CONSIDER for discussion and further investigation:
- Look at the Phillis Wheatly selection at the Poetry Archives and read a few more of the poems there. Consider in particular: “On Being Brought From Africa To America”, “To The University Of Cambridge, In New-England”, and “To Maecenas”.
- Wheatly (or Wheatley -- spelling varies) is widely noted as one of the first black American literary figures. To what extent does her poetic voice seem to be conditioned by either her race or her condition as a slave? Does it take the shape you might expect? Here is one perspective. What do you think?
- Note Wheatley's extensive command of classical idiom and allusion. In the poem given in the book, line 16-7 (“Thrice happy, when exalted to survey / That splendid city, crowned with endless day,”) is vaguely evocative of Vergil. The address to Maecenas refers to the first of Horace's Odes (“Maecenas atavis, edite regibus”). Why is she using classical allusion so extensively?
- Note the items mentioned regarding the imperfect rhymes, and the use of the heroic couplet. This is a form you should know by now. Who else has used it? To what effect?
- Philip Freneau was one of the first firebrands of the American literary scene. His attitudes annoyed a great many powerful people. The piece here reflects only one side of his multi-faceted poetic persona. Most of you have already been through English II with me: I find a striking similarity between this poem and Thomas Gray's “Elegy Written in a Country Church-Yard.” (1751): “Full many a flower is born to blush unseen, / And waste its sweetness on the desert air.” If you do not have the book, or find it easier, however, look here. How does “The Wild Honeysuckle” echo the prevailing themes of English Romanticism? How does it differ?

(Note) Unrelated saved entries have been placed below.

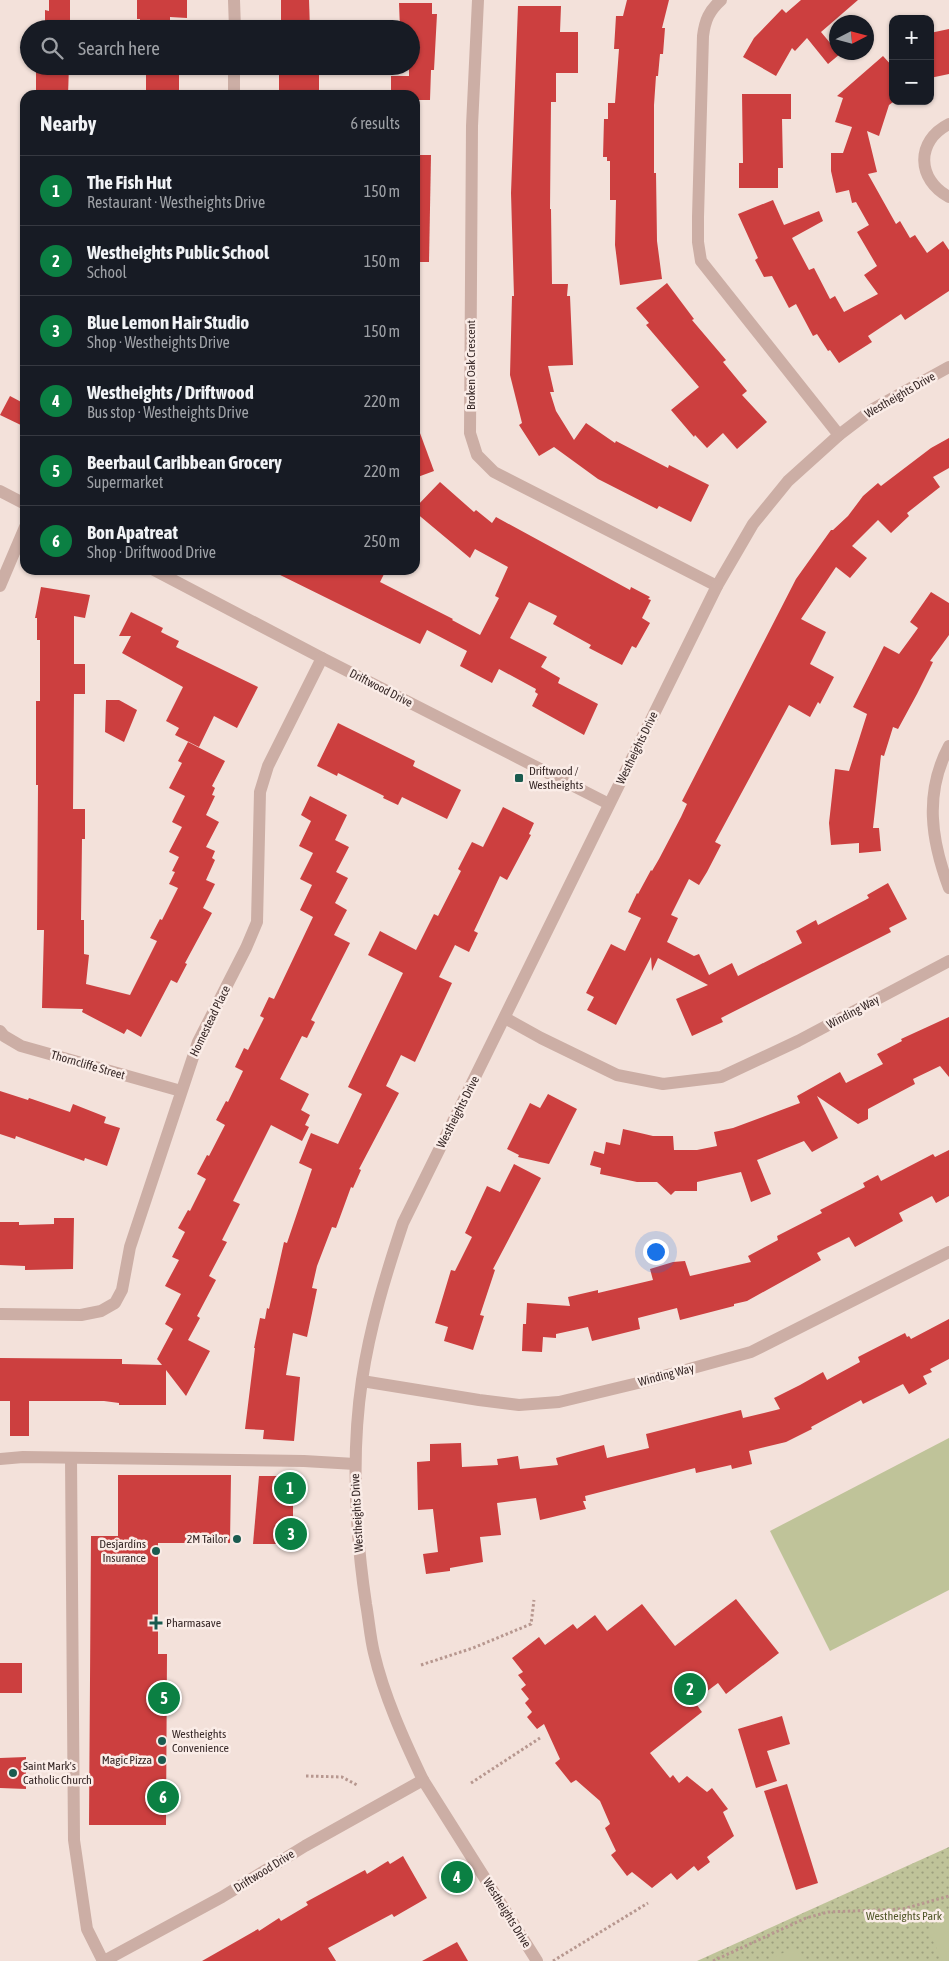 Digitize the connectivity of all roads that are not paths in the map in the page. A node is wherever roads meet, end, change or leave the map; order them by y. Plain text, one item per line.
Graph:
1 (234, 0) edge
2 (478, 0) edge
3 (721, 0) edge
4 (235, 20) edge
5 (234, 75) edge
6 (234, 90) edge
7 (949, 124) edge
8 (949, 197) edge
9 (949, 367) edge
10 (839, 435) junction
11 (0, 491) edge
12 (20, 501) edge
13 (20, 539) edge
14 (164, 575) edge
15 (0, 586) edge
16 (717, 586) junction
17 (322, 658) junction
18 (949, 746) edge
19 (609, 804) junction
20 (949, 888) edge
21 (949, 961) edge
22 (505, 1018) junction
23 (0, 1031) edge
24 (180, 1091) junction
25 (949, 1252) edge
26 (0, 1314) edge
27 (362, 1381) junction
28 (71, 1458) junction
29 (0, 1459) edge
30 (355, 1464) junction
31 (423, 1780) junction
32 (104, 1961) edge
33 (537, 1961) edge

1 - 4 street
2 - 16 street, Broken Oak Crescent
3 - 10 street
5 - 6 street
7 - 8 street
9 - 10 street, Westheights Drive
10 - 16 street, Westheights Drive
11 - 12 street
13 - 15 street
14 - 17 street, Driftwood Drive
16 - 19 street, Westheights Drive
17 - 19 street, Driftwood Drive
17 - 24 street, Homestead Place
18 - 20 street
19 - 22 street, Westheights Drive
21 - 22 street, Winding Way
22 - 27 street, Westheights Drive
23 - 24 street, Thorncliffe Street
24 - 26 street, Homestead Place
25 - 27 street, Winding Way
27 - 30 street, Westheights Drive
28 - 29 street
28 - 30 street
28 - 32 street
30 - 31 street, Westheights Drive
31 - 32 street, Driftwood Drive
31 - 33 street, Westheights Drive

- On a purely mechanical level, note that the period at the end of the second line should be a comma. The word “blow” in line 3 is virtually synonymous with “bloom”.
- Compare “The Indian Burying Ground” here.
- How does this passage from Franklin's autobiography square with Christian notions of moral perfection?
- You can get the complete text of the Autobiography here.
- The passage on the witch trial invites comparison with Cotton Mather's descriptions of the trial we read earlier. How are the two similar or different? What kind of tone does Franklin achieve?
Michel-Guillaume Jean de Crèvecoeur
- Crèvecoeur lists religious indifference as among the characteristics of the American. From what you know of American history, is this a fair assessment (not of our own day, but of his)?
- What social and cultural movements do Crèvecoeur's writings seem to represent?
- Look here for the complete text of Letters from an American Farmer.
- Look at the Declaration of Independence for a moment not as a political document, but primarily as a literary product. What are its outstanding characteristics of style? What kind of cultural context does this betoken?
- Note in particular the use of rhythm in the prose. Would the phrase “the Laws of Nature and of Nature's God” sound nearly as good without the second “of”? If not, why not?
- You can examine Jefferson's Autobiography here.
- Theodore Roosevelt apparently referred once to Paine as a “dirty little atheist”. Does this assessment seem to square with what he has to say here?
- Again, look closely at Paine's style. Is it casual? Oratorical? Do you find it persuasive?
- Check this collection of Thomas Paine's works at Project Gutenberg.